On 15 December 1943, Grechko was appointed Commander of the First Guard Army, which he led until the end of the war, conducting various military operations that showed he was a courage commander, deliberate in fulfilling his daring plans.

From the end of the World War II until 1953 Grechko commanded the Kiev Military District. In 1953 he was chief of the Soviet military force in Germany. In 1955 he was awarded the highest military rank of Marshall of the Soviet Union. In 1958, he received the title of Hero of the Soviet Union, an Order of Lenin, and the Gold Star medal for showing courage and heroism in combating the fascist aggressors.

In 1960 he became First Deputy Defense Minister and Commander of the joint forces of Warsaw Pact. Three years later he became Soviet Defense Minister, and continued to work hard to further strengthen the defensive capabilities of the USSR. In October 1976, for his achievements in building and strengthening the Soviet military, Grechko was awarded a second Gold Star medal.

Andrey Grechko entered the Central Executive Committee of the Communist Party in 1961, and the Politburo in 1973. He was also a deputy of the second, and fourth through ninth Supreme Soviets of the USSR. He paid great attention to military studies and chaired the editorial commissions of the multi-volume “The History of the 1939-1945 World War” (“Istoriya Mirovoy Voyny 1939-1945”) and “The Soviet War Encyclopedia.”

His awards included six Orders of Lenin, three Orders of the Red Banner, two first class Orders of Suvorov, two first class Orders of Kutuzov, a first class Order of Bogdan Khmelnitsky, a second class Order of Suvorov, a number of medals and an award Cossack saber with his name inscribed and a gold Soviet coat of arms.
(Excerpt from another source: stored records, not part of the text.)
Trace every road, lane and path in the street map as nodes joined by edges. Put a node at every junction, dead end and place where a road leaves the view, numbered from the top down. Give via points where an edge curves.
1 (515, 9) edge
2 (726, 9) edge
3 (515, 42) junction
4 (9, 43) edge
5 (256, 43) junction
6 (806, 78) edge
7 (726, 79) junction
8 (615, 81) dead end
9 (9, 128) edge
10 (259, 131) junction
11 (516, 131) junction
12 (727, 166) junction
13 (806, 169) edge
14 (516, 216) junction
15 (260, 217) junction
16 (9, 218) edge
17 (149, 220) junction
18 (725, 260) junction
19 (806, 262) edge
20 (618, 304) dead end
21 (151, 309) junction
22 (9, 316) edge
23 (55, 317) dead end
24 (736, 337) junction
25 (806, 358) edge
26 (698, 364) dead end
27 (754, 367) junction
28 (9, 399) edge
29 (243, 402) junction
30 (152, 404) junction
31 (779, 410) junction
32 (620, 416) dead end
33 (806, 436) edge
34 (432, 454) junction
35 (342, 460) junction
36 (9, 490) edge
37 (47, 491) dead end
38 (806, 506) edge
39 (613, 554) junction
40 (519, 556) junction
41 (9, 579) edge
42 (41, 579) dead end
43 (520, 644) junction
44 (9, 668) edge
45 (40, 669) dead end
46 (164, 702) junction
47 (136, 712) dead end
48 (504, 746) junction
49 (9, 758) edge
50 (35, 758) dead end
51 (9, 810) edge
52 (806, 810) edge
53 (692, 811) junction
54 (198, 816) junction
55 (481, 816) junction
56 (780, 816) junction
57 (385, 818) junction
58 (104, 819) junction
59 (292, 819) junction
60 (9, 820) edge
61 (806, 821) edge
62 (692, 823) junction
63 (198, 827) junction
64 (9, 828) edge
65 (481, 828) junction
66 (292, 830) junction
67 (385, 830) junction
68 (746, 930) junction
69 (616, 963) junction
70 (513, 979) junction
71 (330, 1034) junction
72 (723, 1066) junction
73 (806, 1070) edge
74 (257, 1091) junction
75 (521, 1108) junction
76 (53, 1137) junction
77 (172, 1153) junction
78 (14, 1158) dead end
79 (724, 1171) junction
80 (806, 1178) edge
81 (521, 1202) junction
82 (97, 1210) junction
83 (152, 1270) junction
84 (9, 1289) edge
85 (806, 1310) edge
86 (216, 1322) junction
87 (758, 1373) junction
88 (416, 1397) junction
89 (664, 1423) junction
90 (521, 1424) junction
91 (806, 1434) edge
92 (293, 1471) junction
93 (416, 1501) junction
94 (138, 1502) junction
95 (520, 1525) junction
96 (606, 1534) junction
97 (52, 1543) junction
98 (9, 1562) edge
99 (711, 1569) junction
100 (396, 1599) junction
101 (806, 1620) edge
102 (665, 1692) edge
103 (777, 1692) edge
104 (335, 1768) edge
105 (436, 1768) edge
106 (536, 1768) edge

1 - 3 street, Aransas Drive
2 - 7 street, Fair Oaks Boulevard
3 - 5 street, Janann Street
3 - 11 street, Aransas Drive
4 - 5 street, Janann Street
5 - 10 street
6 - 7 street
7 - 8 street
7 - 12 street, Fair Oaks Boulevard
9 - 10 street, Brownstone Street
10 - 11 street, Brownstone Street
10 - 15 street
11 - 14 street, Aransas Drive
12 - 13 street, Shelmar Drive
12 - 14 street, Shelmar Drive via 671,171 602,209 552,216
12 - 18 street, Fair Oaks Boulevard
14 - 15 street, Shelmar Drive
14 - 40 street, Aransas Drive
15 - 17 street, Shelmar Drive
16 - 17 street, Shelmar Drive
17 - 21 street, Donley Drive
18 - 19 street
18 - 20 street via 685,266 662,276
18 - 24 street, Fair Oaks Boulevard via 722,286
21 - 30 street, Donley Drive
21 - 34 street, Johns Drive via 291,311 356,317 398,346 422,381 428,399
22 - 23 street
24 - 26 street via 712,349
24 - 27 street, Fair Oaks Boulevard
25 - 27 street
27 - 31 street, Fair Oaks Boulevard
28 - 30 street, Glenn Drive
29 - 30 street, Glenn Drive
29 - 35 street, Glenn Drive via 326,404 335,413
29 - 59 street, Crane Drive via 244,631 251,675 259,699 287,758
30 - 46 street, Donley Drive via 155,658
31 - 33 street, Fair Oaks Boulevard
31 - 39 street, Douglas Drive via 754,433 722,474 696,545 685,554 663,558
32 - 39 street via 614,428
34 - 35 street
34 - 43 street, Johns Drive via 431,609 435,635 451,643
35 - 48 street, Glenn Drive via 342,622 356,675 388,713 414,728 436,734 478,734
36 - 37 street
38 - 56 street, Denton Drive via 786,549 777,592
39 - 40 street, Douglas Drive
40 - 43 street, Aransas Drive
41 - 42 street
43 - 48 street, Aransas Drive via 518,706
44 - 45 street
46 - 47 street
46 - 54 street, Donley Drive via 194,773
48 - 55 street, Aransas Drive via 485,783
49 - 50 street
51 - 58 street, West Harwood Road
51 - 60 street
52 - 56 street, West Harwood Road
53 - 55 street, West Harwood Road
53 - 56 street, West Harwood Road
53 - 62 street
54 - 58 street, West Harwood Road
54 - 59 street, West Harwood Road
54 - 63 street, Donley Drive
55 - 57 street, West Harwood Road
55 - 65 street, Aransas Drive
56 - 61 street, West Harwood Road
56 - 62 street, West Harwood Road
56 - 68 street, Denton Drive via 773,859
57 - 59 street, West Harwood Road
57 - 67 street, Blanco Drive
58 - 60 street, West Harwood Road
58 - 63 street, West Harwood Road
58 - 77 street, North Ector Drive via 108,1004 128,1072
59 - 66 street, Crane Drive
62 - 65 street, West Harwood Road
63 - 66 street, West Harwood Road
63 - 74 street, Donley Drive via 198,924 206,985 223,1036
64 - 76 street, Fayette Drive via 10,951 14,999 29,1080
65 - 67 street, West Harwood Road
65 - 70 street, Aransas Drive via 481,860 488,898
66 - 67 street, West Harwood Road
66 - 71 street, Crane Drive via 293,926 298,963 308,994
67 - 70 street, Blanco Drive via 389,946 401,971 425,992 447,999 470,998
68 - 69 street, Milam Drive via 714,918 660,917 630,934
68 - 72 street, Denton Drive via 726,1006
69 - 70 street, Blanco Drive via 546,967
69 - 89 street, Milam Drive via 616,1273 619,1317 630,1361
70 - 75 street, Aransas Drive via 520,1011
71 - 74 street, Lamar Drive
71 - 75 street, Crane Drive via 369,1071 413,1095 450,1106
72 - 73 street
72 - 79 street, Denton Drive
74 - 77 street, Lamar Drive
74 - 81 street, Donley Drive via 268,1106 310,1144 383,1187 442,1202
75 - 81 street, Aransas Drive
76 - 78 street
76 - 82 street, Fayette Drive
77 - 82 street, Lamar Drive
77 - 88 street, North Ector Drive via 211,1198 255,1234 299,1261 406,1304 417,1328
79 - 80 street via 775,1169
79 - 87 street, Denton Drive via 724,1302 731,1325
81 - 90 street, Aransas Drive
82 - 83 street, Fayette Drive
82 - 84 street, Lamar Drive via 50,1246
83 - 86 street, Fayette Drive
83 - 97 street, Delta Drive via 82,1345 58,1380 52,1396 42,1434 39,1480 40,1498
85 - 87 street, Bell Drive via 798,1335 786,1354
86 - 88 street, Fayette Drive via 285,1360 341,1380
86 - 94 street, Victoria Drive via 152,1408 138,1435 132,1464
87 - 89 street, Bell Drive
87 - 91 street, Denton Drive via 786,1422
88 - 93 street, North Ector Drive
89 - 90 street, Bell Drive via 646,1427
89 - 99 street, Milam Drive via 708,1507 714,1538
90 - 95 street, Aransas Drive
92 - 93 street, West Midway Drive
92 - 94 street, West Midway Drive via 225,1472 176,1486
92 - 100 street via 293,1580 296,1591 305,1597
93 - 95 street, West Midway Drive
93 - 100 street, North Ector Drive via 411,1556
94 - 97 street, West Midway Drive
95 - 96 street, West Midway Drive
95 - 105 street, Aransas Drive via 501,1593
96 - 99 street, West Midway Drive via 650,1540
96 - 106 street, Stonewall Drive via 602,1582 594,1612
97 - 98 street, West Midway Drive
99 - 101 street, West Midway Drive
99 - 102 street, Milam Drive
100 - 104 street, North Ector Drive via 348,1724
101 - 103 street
He also held ten various foreign orders and medals and the title of Hero of the Czechoslovak Socialistic Republic. His name was given to a Naval Academy in 1976 (in 1990 it was renamed after the Naval officer Nikolai Kuznetsov), an avenue in Moscow and streets in Kiev and towns of the Donetsk and Lugansk regions of Ukraine.

Andrey Grechko is buried at Moscow’s Red Square, under the Kremlin wall.